Marcelo Figueras
Cuando lo antinatural se vuelve natural (en este caso, la tendencia a que cada vez más jóvenes maten y sean muertos en confusos episodios que sólo encuentran eco en la crónica policial), la pregunta sociológica y cultural se vuelve relevante. Y lejos de esquivarle el bulto, el libro Sangre joven de Javier Sinay la asume plenamente.

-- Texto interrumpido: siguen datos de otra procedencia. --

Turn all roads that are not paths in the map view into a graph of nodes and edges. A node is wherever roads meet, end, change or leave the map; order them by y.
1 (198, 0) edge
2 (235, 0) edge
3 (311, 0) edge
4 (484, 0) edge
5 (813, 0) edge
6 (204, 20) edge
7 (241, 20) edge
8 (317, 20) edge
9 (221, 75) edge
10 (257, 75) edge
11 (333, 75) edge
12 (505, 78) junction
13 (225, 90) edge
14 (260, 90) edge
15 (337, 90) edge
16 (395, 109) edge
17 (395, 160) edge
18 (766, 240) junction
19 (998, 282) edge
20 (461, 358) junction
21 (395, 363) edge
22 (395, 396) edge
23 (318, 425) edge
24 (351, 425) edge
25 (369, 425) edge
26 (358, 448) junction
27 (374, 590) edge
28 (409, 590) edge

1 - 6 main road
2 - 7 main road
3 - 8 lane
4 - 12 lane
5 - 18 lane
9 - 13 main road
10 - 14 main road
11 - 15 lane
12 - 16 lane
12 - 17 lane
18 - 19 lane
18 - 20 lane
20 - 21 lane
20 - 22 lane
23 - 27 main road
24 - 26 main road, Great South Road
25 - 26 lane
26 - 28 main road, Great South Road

En otros tiempos los jóvenes también caían como moscas, pero en el contexto de guerras independentistas y / o revoluciones. Uno de los problemas del presente va mucho más allá del hecho que ya no parezca haber grandes causas que canalicen la energía a menudo incendiaria de la juventud. (Yo tiendo a creer que, por el contrario, existen más grandes causas dignas de entrega que nunca.) Lo grave es que a los jóvenes se los está despojando de cosas más esenciales que una bandera. Al menos en la Argentina son millones los chicos y chicas a los que les han birlado ya la educación que otorga elementos para evaluar cualquier situación, por compleja que parezca, con inteligencia y sensatez; millones los que no recibieron la alimentación necesaria para desarrollar sus capacidades a pleno; millones los que no han sido formados en el afecto, hijos de familias desmembradas y devastadas por las carencias económicas; y millones, en suma, los que han sido despojados de la noción misma de futuro. Tiemblo al pensar qué será de ellos, y de los que están por venir, si este país vuelve a virar en la dirección del salvajismo del mercado que, ignorando por completo las lecciones de las crisis de 2001, tiene hoy tantos adalides sonriendo en los medios a toda hora.

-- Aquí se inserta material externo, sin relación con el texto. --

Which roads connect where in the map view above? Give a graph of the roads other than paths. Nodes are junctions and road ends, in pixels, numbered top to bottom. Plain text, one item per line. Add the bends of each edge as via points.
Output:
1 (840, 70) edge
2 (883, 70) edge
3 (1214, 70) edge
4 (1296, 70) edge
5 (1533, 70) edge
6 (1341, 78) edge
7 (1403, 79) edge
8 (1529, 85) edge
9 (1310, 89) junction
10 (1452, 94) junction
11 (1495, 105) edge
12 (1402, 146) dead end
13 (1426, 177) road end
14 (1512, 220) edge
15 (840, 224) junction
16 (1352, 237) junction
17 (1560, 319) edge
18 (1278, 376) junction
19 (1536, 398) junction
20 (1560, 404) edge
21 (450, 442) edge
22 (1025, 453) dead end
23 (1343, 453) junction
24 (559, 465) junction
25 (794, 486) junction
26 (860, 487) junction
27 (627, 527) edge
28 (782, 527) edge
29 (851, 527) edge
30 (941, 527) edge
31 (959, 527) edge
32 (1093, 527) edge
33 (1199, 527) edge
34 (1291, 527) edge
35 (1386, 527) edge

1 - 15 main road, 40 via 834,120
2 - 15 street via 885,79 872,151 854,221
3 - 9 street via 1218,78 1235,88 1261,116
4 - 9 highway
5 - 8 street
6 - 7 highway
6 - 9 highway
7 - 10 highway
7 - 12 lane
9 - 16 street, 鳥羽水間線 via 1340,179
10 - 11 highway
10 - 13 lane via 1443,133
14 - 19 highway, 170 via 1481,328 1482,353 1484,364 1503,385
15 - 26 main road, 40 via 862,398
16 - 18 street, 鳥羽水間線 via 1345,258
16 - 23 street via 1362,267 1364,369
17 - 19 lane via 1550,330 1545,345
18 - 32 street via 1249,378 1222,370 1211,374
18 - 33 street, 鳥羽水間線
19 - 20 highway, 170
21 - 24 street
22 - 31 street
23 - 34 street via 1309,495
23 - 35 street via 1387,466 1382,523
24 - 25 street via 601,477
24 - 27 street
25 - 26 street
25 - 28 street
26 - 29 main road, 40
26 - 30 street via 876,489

Sinay dice: "¿Existía la chance de que Brian no fuese un monstruo?" en referencia al adolescente violador de La Plata, porque la pregunta se torna insoslayable. (A pesar de que yo disienta con el uso del concepto de monstruo como categoría en estos casos; pero creo entender a qué apunta Sinay.) Está claro que en esencia todos somos libres, ese es el signo de lo humano: por difíciles que sean nuestras circunstancias, siempre nos queda la posibilidad de elegir. Pero una vez que entendemos que ese pibe casi no conoció a su padre, que tuvo una madre ausente por obligaciones de trabajo, que desertó de la escuela casi de inmediato y desde entonces se quedó afuera del sistema, que no tuvo contención alguna, que estaba resentido por los gritos y los castigos físicos y que no tenía más horizonte que la calle (cuando lo mataron, Brian ya era adicto a los pegamentos), resulta inevitable aceptar que las opciones de Brian sumaban cero, o casi. ¿Podría haberse convertido de todos modos en un miembro útil de esta sociedad? En teoría, sí. Pero para que eso ocurriese Brian debería haber tenido una fuerza sobrehumana, cuando en realidad no recibió nunca ninguno de los alimentos imprescindibles para que la desarrollase: ni los físicos, ni los intelectuales, ni los afectivos. El mismo hecho que condujo a su identificación es revelador al respecto: Brian le llamó la atención a un remisero porque le pidió que lo llevase al Parque de la Costa, o sea a un parque de diversiones. ¿Qué hizo Brian, pues, con el resultado monetario de sus delitos? Tratar de ser, al menos por un rato, el niño que nunca le dejaron ser.
Libro poderoso y conmovedor, este Sangre joven. Que además de los dolores que cuenta se lee con placer. (La última de las historias, El pibe millonario, funciona perfectamente como uno de esos policiales que uno no puede soltar hasta el final.) El hecho de que formule todas las preguntas pertinentes y no provea respuestas simplificadoras es otra de las marcas del talento de Sinay.
Sangre joven es de la clase de libros que sólo pueden ser buenos si lo dejan a uno inquieto. Y tal como ya les consta, conmigo ha tenido todo éxito.